## What this task involves
If a line in the entries contains the string "LUGHESE", include that line in your answer.

Start of Material for this task

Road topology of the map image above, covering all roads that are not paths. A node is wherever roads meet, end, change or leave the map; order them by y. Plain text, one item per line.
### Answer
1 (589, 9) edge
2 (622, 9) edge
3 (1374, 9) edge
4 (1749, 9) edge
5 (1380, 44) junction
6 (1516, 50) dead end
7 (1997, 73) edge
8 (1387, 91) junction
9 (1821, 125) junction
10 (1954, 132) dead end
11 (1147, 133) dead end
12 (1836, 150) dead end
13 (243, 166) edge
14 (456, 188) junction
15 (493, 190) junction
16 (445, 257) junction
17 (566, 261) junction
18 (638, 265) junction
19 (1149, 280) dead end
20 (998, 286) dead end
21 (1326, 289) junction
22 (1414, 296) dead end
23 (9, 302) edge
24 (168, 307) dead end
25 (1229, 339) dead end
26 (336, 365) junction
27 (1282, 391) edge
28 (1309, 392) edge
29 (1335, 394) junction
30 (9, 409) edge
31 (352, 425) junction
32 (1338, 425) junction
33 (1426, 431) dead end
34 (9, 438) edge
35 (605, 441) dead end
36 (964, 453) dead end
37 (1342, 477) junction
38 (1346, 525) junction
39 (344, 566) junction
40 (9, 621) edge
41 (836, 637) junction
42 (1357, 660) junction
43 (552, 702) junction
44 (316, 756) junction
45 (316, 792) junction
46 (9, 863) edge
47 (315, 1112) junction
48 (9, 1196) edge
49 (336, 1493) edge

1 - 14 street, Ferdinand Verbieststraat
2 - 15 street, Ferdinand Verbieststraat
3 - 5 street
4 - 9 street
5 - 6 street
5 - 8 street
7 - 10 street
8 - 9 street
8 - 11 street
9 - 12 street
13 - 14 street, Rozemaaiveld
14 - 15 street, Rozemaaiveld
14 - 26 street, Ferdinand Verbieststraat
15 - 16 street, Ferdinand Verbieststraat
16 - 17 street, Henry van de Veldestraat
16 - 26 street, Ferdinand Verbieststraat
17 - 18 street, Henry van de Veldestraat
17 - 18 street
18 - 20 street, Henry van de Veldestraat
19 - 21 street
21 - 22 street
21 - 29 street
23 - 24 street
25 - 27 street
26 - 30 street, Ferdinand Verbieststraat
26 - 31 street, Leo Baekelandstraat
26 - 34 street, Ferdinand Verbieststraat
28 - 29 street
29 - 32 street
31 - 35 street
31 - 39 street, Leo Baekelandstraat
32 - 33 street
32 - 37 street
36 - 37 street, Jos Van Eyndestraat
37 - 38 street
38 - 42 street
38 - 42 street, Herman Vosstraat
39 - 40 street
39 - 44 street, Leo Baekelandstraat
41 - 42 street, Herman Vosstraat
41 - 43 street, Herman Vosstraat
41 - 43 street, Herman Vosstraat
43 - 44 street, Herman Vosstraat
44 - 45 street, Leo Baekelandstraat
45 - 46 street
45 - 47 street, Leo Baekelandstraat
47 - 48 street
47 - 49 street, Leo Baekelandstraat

End of Material for this task
Start of Material for this task

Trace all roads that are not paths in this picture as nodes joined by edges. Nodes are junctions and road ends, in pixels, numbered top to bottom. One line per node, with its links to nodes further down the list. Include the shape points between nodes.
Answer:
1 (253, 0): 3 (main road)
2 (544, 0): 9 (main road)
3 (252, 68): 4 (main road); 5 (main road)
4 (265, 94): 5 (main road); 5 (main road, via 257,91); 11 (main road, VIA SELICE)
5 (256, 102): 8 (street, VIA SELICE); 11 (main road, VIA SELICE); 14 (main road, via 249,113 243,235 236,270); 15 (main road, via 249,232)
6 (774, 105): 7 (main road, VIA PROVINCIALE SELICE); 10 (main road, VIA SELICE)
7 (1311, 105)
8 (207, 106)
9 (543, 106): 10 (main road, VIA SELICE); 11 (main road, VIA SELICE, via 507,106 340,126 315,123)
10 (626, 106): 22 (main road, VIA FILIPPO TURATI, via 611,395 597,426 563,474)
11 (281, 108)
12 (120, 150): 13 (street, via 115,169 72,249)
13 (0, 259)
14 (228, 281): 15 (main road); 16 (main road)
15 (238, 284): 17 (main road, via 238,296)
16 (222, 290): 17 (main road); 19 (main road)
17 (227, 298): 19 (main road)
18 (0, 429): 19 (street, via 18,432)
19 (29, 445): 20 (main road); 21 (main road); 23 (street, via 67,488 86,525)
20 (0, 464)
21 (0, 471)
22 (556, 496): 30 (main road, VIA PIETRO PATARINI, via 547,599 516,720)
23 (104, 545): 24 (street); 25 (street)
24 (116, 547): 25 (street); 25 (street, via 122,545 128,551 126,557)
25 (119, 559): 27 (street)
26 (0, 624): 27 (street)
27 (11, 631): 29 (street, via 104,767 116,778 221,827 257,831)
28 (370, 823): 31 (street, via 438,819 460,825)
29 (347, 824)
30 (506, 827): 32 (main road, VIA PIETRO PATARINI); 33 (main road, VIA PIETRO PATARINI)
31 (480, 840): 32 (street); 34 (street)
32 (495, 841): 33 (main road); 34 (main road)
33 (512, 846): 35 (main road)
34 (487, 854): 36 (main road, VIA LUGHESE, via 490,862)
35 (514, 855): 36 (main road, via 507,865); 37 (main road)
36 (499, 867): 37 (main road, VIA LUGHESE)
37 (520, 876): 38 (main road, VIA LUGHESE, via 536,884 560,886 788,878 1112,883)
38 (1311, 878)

End of Material for this task

## Answer for the task
34 (487, 854): 36 (main road, VIA LUGHESE, via 490,862)
36 (499, 867): 37 (main road, VIA LUGHESE)
37 (520, 876): 38 (main road, VIA LUGHESE, via 536,884 560,886 788,878 1112,883)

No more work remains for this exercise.